WHAT NEEDS TO BE DONE: The answer is the set of lines that include "buttons", copied from the data below.

*** DATA EXCERPTS

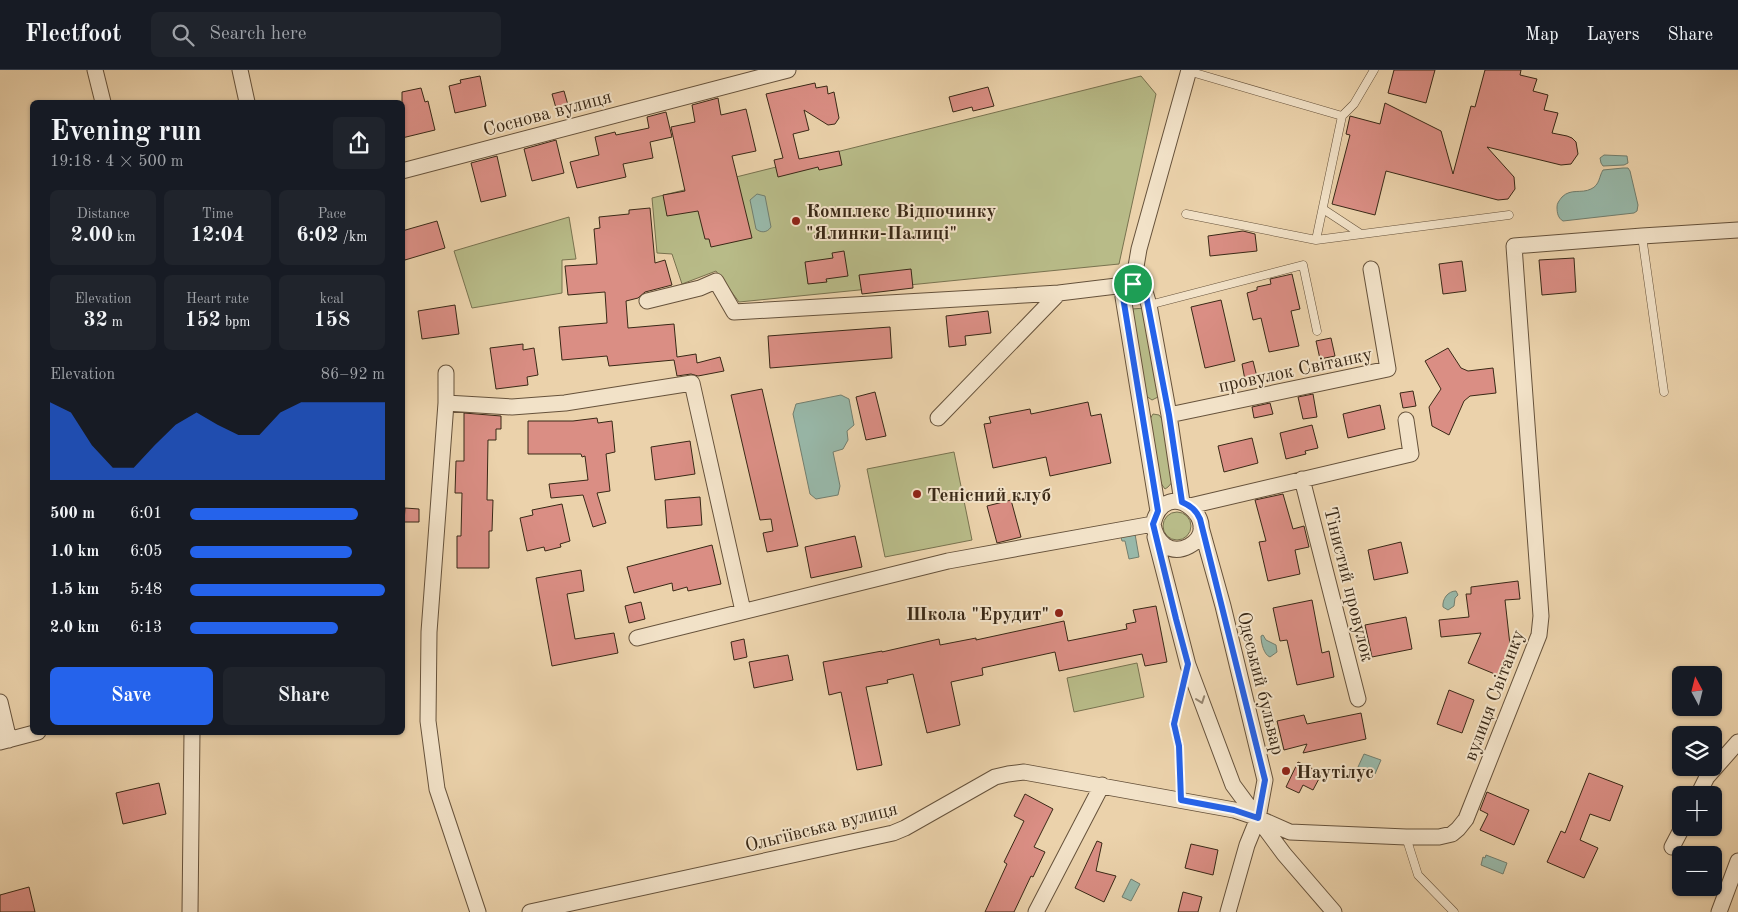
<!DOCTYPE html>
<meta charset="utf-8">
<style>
:root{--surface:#171b24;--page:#20242c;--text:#f1f3f6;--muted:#9ea1a6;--line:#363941;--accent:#2563eb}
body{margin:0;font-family:"Old Standard TT",serif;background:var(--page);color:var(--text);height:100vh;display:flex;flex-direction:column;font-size:19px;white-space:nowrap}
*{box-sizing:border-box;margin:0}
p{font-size:16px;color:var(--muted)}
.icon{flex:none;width:28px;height:28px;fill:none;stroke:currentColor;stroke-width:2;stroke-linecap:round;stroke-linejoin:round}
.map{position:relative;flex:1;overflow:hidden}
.side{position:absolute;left:30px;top:30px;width:375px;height:635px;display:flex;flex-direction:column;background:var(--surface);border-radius:8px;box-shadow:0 1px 4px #0004}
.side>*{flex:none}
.needle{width:32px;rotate:353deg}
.buttons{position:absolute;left:1672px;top:596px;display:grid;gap:10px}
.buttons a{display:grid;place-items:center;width:50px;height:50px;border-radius:8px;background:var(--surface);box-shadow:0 1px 4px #0004;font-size:25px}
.pin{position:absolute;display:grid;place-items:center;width:42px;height:42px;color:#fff;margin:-21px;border:2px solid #fff;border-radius:50%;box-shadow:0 1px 5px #0007}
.round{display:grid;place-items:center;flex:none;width:52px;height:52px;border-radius:8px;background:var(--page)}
.head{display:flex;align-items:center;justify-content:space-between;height:85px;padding:0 20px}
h1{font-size:28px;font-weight:800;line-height:38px}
.metrics{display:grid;grid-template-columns:repeat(3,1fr);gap:8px;height:85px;padding:5px 20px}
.metrics div{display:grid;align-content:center;border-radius:8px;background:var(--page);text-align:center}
.metrics b{font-size:21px;font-weight:800}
.metrics small{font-size:14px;font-weight:400}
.metrics p{font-size:14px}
.chart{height:140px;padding:10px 20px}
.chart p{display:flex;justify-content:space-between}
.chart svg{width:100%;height:90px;margin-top:5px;fill:var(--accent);opacity:.7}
.button{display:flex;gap:10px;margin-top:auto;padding:10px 20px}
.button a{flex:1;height:58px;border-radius:8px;background:var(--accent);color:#fff;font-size:20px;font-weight:800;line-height:58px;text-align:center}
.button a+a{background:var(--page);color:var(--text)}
ul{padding:0 20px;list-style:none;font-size:16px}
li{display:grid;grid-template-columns:80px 60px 1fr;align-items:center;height:38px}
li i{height:12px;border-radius:6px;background:var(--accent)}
header{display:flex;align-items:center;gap:30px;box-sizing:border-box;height:70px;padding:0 25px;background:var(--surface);border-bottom:1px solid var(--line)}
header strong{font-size:24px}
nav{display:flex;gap:28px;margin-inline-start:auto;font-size:18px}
.search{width:350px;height:45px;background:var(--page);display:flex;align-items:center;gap:12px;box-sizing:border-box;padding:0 18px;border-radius:8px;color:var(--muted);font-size:19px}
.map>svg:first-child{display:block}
.green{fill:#b8bb88;stroke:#78724f}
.water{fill:#98b8a9;stroke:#727e6e}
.building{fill:#da8e84;stroke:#392816}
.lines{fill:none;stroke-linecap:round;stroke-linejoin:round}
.service-casing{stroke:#66523b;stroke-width:9}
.minor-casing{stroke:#66523b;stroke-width:17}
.service{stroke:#f2e2c8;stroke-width:8}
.minor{stroke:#f2e2c8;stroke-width:15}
.oneway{stroke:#96856f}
.route-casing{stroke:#fff;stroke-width:10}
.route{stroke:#2563eb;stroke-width:6}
.poi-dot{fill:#8f2418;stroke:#f2e2c8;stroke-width:2}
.labels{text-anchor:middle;stroke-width:4;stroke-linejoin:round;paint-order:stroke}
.street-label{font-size:19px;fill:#392816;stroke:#f2e2c8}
.poi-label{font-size:19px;font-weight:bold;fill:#392816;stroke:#f2e2c8;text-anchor:start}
</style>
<header>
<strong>Fleetfoot</strong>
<div class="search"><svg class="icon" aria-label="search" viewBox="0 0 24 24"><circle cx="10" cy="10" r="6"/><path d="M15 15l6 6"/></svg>Search here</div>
<nav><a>Map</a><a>Layers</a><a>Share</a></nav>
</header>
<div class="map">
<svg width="1738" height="842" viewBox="0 0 1738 842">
<rect width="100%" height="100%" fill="#ebd2ab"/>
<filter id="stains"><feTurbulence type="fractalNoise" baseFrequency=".004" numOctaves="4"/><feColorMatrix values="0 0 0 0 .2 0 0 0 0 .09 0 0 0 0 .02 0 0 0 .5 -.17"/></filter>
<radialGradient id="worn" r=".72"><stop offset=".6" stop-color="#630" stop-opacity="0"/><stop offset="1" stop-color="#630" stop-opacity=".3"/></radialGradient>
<path class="green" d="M1141 6 1156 24 1119 194 739 232 716 201 682 214 672 184 657 183 652 128Z
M569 147 576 189 562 190V223L472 238 454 181Z
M1145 238 1161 321 1158 327 1152 330 1146 326 1132 239Z
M1153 344 1159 345 1163 350 1174 410 1168 417 1165 419 1160 412 1150 349Z
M954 382 972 470 885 487 867 399Z
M1163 456a14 14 0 1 1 28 0a14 14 0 1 1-28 0Z
M1137 593 1144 627 1074 642 1067 608Z"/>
<path class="water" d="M1604 85 1627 86 1628 93 1624 95 1603 96 1601 93 1600 88Z
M1623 98H1628L1630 101 1638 135 1637 141 1634 143 1563 151C1558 148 1557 143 1557 137 1557 133 1559 131 1562 127 1571 118 1581 124 1591 119 1600 115 1599 106 1603 100Z
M757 124 765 126 771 157C767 163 761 163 756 159L750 130Z
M841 325 849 329 854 355 847 361 848 370 843 379 833 382 840 416 838 425 816 429 810 424 793 344 796 334Z
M1135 464 1139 487 1129 489 1125 471H1122L1121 467Z
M1456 521 1458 525 1455 528 1454 536 1448 540 1443 537C1442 529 1448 521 1456 521Z
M1263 565 1266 570 1276 575 1277 582 1270 587C1264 585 1261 573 1261 566Z
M1364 684 1381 690 1375 704 1358 697Z
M1486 785 1507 793 1503 804 1481 795 1483 787 1485 788Z
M1131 809 1140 814 1131 831 1122 827Z"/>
<path class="building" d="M1394 0H1435L1426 33 1388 23Z
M1485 0H1521L1520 5 1537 9 1533 21 1548 25 1544 40 1558 43 1552 63 1567 66 1572 68 1576 72 1578 84 1571 94 1561 95 1487 77 1514 107 1515 119 1508 129 1498 130 1386 101 1375 145 1332 134 1350 65 1346 64 1350 46 1380 54 1385 33 1441 61 1453 104 1471 36 1475 37Z
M480 6 486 36 455 43 449 16 461 13 460 10Z
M815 13 816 18 827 16 828 24 834 22 839 48 835 54 828 55 804 40 809 60 793 64 799 89 839 81 842 95 819 100 818 97 778 107 774 90 783 88 766 24Z
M988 17 994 36 973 41 972 37 953 42 949 27Z
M421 18 425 32 428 31 435 60 402 68V22Z
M564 21 568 35 556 38 552 24Z
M718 28 721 45 746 39 756 81 732 86 752 168 711 177 709 169H705L698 141 667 146 663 125 685 121 671 57 695 52 692 35Z
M666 42 672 67 650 72 653 88 623 94 626 107 577 118 570 92 599 85 595 67 615 62 616 65 649 58 647 47Z
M556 70 564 103 532 111 524 79Z
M497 86 506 126 481 132 471 93Z
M650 138 655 193 665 190 672 215 645 222 638 228 626 231 628 258 674 254 677 287 696 284 697 293 720 287 724 301 698 306 691 304 677 306 674 290 609 296 607 286 562 290 559 257 607 253 605 222 568 225 565 196 597 194 594 159 600 158 599 147 629 144V140Z
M437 151 445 178 405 190 402 182V161Z
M1243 161 1255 164 1257 181 1210 186 1208 166Z
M844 181 848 206 826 209 827 212 808 214 805 192 833 188 832 183Z
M1574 188 1576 222 1542 225 1539 190Z
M1462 191 1466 221 1443 224 1439 194Z
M911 199 913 218 862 224 859 205Z
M1292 204 1300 239 1291 241 1299 276 1269 282 1261 248 1253 250 1247 223 1257 220V217L1271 214 1270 209Z
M1221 230 1235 291 1205 298 1191 237Z
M455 235 459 264 422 269 418 241Z
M988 241 991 263 965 266 966 275 949 277 946 246Z
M890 257 892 288 770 298 768 266Z
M1331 268 1335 286 1320 289 1316 271Z
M523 274V280L534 278 538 305 527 307 528 315 496 319 490 278Z
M1448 278 1461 298 1468 301 1493 298 1496 323 1470 326 1464 331 1449 365 1432 356 1429 337 1441 319 1425 291Z
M1253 291 1257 307 1245 310 1242 294Z
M762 319 798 476 767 482 763 463 773 461 771 449 760 450 731 325Z
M1413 321 1416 336 1403 338 1400 323Z
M875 322 886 366 866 370 856 327Z
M1313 324 1317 347 1303 349 1298 327Z
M1088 332 1091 346 1101 344 1111 393 1050 406 1046 387 993 398 984 354 991 353 989 347 1030 339 1031 344Z
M1270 333 1273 344 1254 348 1252 337Z
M1380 335 1385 359 1348 368 1343 344Z
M464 343 501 346V359H496V370H488L487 430H493L492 461H489V498H457V466H461L462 423H455L456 391H464Z
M597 348 598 353 612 351 615 382 606 384 610 421 597 423 606 453 593 457 583 425 551 428 549 414 588 410 585 386 582 387 581 384H528V351H573Z
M1312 355 1318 378 1305 381 1306 384 1286 389 1280 363Z
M1252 368 1258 393 1224 402 1218 376Z
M690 371 695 404 655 410 651 377Z
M1283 424 1293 459 1304 456 1309 477 1295 480 1300 504 1268 511 1259 472 1266 471 1255 430Z
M700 427 702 455 667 458 665 430Z
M1011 430 1021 467 997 473 987 436Z
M562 434 570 471 560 474 561 477 545 481 544 477 527 481 520 448 533 445 532 440Z
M405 438 419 439V452H404Z
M855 466 862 497 811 508 805 477Z
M1401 472 1408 503 1374 510 1368 480Z
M712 475 721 514 688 521 687 517 673 521 672 513 634 523 627 497Z
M581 500 584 521 567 524 575 569 614 563 618 583 552 596 536 508Z
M1518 511 1520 529 1505 530 1510 575 1514 577 1502 607 1468 593 1481 563 1441 567 1439 550 1469 547 1466 524H1471V517Z
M1312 530 1322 583 1329 581 1334 607 1297 615 1287 570 1280 571 1273 538Z
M641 532 645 549 629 553 625 536Z
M1156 536 1167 592 1145 596 1142 584 1059 601 1055 582 982 598 983 605 951 612 960 655 927 663 913 604 887 610 888 613 866 617 882 695 857 700 841 622 829 625 823 592 882 581V582L939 569 940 575 976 568V570L1064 551 1068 571 1127 559 1126 554 1136 552 1133 540Z
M1406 547 1412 579 1372 587 1365 555Z
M744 569 747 587 734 590 731 572Z
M788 585 793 610 754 618 749 592Z
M1449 620 1474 630 1462 663 1437 654Z
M1361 643 1366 669 1303 683 1307 674 1284 680 1277 651 1304 645 1307 654Z
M1298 692 1322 703 1313 720 1303 715 1299 723 1286 717Z
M1589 703 1623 716 1610 751 1590 744 1580 770 1598 778 1584 808 1547 792 1561 761 1565 763Z
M159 713 166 744 123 754 116 723Z
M1487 722 1529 740 1514 775 1480 760 1488 744 1480 740Z
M1025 724 1053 739 1034 777 1045 782 1033 807 1031 806 1014 842H985L1007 794 1004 792 1024 751 1014 746Z
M1097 771 1102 773 1096 801 1116 806 1104 832 1075 818Z
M1191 774 1218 780 1213 805 1185 798Z
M29 817 35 842H0V825Z
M1183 822 1202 827 1198 842H1178Z"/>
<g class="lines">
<g class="service-casing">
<path id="service" d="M1188 1 1342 46
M1323 139 1361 164
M1186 144 1316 170 1509 145
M1642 166 1664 322
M1316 170 1342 46 1354 34 1374 0
M1149 235 1303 195 1317 261
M1181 730 1179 676 1174 653 1187 599
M1406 767 1418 805 1454 842"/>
</g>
<g class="minor-casing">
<path id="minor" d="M95 0 103 32
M240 0 247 32
M402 101 788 0
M1133 214 1146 225 1149 235 1169 345 1182 432
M647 231 700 218 716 211 734 242 1059 223
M446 303V333L429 562 428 651 437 719 478 842
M446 333 512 337 565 333 692 313 743 541
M1169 345 1388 299 1371 199
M938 348 1059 223 1133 214
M1302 409 1358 629
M1190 436 1411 384 1406 350
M1158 441 1123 227 1133 214 1139 179 1189 0
M1201 457 1223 536 1265 710 1258 748 1247 775 1228 842
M1155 467 1188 595 1233 715 1284 784 1334 842
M637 568 948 491 1153 454C1166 401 1227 455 1189 476 1170 486 1156 472 1153 454
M0 632 9 670
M0 672 38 662
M1698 725 1707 707 1738 672
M1672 777 1682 758
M190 842 192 662
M530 842 893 763 905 758 995 707 1008 704 1024 702 1234 740 1258 748 1290 762 1406 767H1439L1452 764 1458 759 1466 749 1539 565 1541 546 1514 176 1642 166 1738 160
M1036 842 1102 715
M1719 842 1738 791"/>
</g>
<use href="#service" class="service"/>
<use href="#minor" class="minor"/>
</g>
<defs><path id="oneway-chevron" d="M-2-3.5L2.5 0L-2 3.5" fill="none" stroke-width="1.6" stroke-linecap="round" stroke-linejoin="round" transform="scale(1.25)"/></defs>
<use class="oneway" href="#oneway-chevron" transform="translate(1201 630) rotate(70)"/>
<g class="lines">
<g class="route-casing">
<path id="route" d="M1133 214 1146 225 1169 345 1182 432C1191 436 1196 440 1200 449L1265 710 1258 748 1234 740 1181 730 1179 676 1174 654 1188 594 1176 549 1153 454 1158 441 1123 227Z"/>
</g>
<use href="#route" class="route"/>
</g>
<g class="poi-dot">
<circle cx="796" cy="151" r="5"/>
<circle cx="917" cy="424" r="5"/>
<circle cx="1059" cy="543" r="5"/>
<circle cx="1286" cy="701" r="5"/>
</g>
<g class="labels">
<g class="street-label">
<text transform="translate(547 42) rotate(-15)" y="7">Соснова вулиця</text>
<text transform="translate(1295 299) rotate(-12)" y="7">провулок Світанку</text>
<text transform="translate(1350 514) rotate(76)" y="7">Тінистий провулок</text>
<text transform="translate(1262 613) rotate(76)" y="7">Одеський бульвар</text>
<text transform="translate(1493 625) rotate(-69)" y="7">вулиця Світанку</text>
<text transform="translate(821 756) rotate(-14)" y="7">Ольгіївська вулиця</text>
</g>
<g class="poi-label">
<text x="806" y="147">Комплекс Відпочинку<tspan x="806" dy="22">"Ялинки-Палиці"</tspan></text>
<text x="927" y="431">Тенісний клуб</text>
<text x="1049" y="550" text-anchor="end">Школа "Ерудит"</text>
<text x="1296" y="708">Наутілус</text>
</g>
</g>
<rect width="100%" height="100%" filter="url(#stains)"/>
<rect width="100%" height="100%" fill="url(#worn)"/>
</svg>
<div class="buttons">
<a><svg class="needle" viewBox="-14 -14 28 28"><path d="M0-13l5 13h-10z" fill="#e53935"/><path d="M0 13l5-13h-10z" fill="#9ea1a6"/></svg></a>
<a><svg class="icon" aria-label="layers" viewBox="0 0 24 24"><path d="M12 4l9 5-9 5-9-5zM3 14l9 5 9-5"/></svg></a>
<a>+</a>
<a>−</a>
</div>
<div class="pin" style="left:1133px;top:214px;background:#1e9e55"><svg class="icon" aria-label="arrive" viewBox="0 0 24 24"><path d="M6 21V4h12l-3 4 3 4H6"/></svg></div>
<section class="side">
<div class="head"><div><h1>Evening run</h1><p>19:18 · 4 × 500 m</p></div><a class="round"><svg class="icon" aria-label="share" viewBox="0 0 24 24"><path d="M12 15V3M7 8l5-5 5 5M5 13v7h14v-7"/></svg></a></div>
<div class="metrics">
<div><p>Distance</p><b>2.00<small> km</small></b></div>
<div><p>Time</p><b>12:04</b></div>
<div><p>Pace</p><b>6:02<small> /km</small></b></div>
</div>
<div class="metrics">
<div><p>Elevation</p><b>32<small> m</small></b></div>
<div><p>Heart rate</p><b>152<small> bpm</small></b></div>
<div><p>kcal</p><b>158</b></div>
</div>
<div class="chart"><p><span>Elevation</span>86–92 m</p>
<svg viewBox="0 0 160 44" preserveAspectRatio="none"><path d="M0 44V6L10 11L20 27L30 38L40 38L50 27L60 17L70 11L80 17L90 22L100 22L110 11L120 6L130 6L140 6L150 6L160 6V44z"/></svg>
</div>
<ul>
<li><b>500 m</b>6:01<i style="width:86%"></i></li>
<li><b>1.0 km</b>6:05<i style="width:83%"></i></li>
<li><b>1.5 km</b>5:48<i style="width:100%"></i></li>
<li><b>2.0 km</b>6:13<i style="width:76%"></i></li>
</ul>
<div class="button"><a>Save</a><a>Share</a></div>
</section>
</div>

******

OUTPUT:
.buttons{position:absolute;left:1672px;top:596px;display:grid;gap:10px}
.buttons a{display:grid;place-items:center;width:50px;height:50px;border-radius:8px;background:var(--surface);box-shadow:0 1px 4px #0004;font-size:25px}
<div class="buttons">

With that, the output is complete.